WCLU
- Glasgow, Kentucky; United States;
- Broadcast area: Cave City, Bowling Green, Kentucky, Mammoth Cave area
- Frequency: 1490 kHz
- Branding: AM 1490 WCLU

Programming
- Format: Adult contemporary
- Affiliations: ABC News Radio

Ownership
- Owner: Commonwealth Broadcasting; (Newberry Broadcasting, Inc.);
- Sister stations: W239BT, WCDS, WHHT, WBGN, WKLX

History
- First air date: September 25, 1946 (estimated)
- Former call signs: WKAY (1946–1988)

Technical information
- Licensing authority: FCC
- Facility ID: 57895
- Class: C
- Power: 1,000 watts
- Transmitter coordinates: 36°59′2″N 85°52′20″W﻿ / ﻿36.98389°N 85.87222°W
- Translator: 103.1 W276DO (Glasgow)

Links
- Public license information: Public file; LMS;
- Webcast: wcluradio.com

= WCLU (AM) =

Radio station in Glasgow, Kentucky

WCLU (1490 AM) is a radio station licensed to Glasgow, Kentucky, United States, and serving Bowling Green, and the Caveland area of south-central Kentucky. The station is owned by Commonwealth Broadcasting and airs in an adult contemporary format. The station's studios, shared with sister stations WLYE-FM, WBGN, W239BT, and WHHT, are located at the Commerce Plaza Building on the Public Square in downtown Glasgow.

==History==
===Early days as WKAY (1946–1988)===
The station began broadcasting at 2 p.m. Central time on the afternoon of September 23, 1946 as WKAY, the first of two radio stations originally owned by Glasgow Broadcasting, Inc., along with WGGC (95.1 FM) when it signed on in 1961. As one of the first new radio stations to sign on after the second world war, WKAY's original studios were located at 510 Happy Valley Road in Glasgow; that facility was demolished in November 2014 to make room for a new drug store. The station's original transmitting tower was made entirely of 170 ft worth of cast iron oil well casing, due to the unavailability of structural steel during World War II and its immediate aftermath; a real tower wasn't erected until 1963. After completing that tower in 1963, the station increased their broadcast power to 1,000 watts by day, and 250 watts by night. Although the station wasn't affiliated with any network, the station still carried popular shows such as Amos 'n' Andy and Bing Crosby's radio programs through syndication.
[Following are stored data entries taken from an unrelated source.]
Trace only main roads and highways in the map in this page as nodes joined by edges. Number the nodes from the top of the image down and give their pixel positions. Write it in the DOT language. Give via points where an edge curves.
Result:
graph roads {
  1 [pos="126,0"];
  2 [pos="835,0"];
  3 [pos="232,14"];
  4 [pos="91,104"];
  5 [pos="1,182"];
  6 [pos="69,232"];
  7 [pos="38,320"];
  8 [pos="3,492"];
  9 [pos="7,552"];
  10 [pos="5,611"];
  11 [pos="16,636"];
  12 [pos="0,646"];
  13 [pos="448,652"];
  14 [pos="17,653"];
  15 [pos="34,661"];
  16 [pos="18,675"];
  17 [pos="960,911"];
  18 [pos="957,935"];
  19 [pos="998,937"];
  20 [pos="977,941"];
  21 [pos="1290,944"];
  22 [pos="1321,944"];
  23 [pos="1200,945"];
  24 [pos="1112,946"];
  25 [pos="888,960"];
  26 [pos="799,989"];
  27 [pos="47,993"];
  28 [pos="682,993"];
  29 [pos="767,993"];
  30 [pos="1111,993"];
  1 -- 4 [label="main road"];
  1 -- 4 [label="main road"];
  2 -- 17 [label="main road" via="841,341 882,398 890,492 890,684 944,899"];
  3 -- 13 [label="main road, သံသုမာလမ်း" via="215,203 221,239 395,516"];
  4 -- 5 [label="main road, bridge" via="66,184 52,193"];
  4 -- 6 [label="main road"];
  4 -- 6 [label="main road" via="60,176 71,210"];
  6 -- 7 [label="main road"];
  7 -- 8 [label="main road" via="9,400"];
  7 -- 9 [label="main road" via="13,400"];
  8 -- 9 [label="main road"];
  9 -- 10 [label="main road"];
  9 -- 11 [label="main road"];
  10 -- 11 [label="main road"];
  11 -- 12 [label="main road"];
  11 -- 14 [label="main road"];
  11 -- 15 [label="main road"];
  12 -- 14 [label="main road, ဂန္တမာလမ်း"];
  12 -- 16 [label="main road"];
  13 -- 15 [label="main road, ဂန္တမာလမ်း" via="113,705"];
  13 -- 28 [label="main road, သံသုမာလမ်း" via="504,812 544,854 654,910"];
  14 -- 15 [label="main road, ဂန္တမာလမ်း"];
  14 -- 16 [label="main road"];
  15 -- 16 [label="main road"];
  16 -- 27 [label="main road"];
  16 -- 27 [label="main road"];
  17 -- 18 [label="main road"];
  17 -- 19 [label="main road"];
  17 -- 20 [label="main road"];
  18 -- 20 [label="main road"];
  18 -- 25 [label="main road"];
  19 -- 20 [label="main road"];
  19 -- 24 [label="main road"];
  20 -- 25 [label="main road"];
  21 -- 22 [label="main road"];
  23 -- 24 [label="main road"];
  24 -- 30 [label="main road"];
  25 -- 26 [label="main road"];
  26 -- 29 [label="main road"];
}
In 1971, both WKAY and WGGC went under ownership of the Sadler Family, which had been involved in operating the station since 1948. Shortly before this happened, WKAY switched to a middle-of-the-road format. Around this time, the station upgraded its signal power to 1,000 watts by day and 250 watts by night. WGGC was simulcasting WKAY until sometime in the early 1970s, when the former of which became one of the first country music stations to be broadcast from southern Kentucky.

===Royce Radio ownership as WCLU (1988–2024)===
In 1988, the AM station was purchased by the locally based Royse Radio, presided by former WCDS employee Henry Royce; afterwards, he changed the station's call letters to the current WCLU, which stood for the names of Royce's children. The station became a full-service station that same year.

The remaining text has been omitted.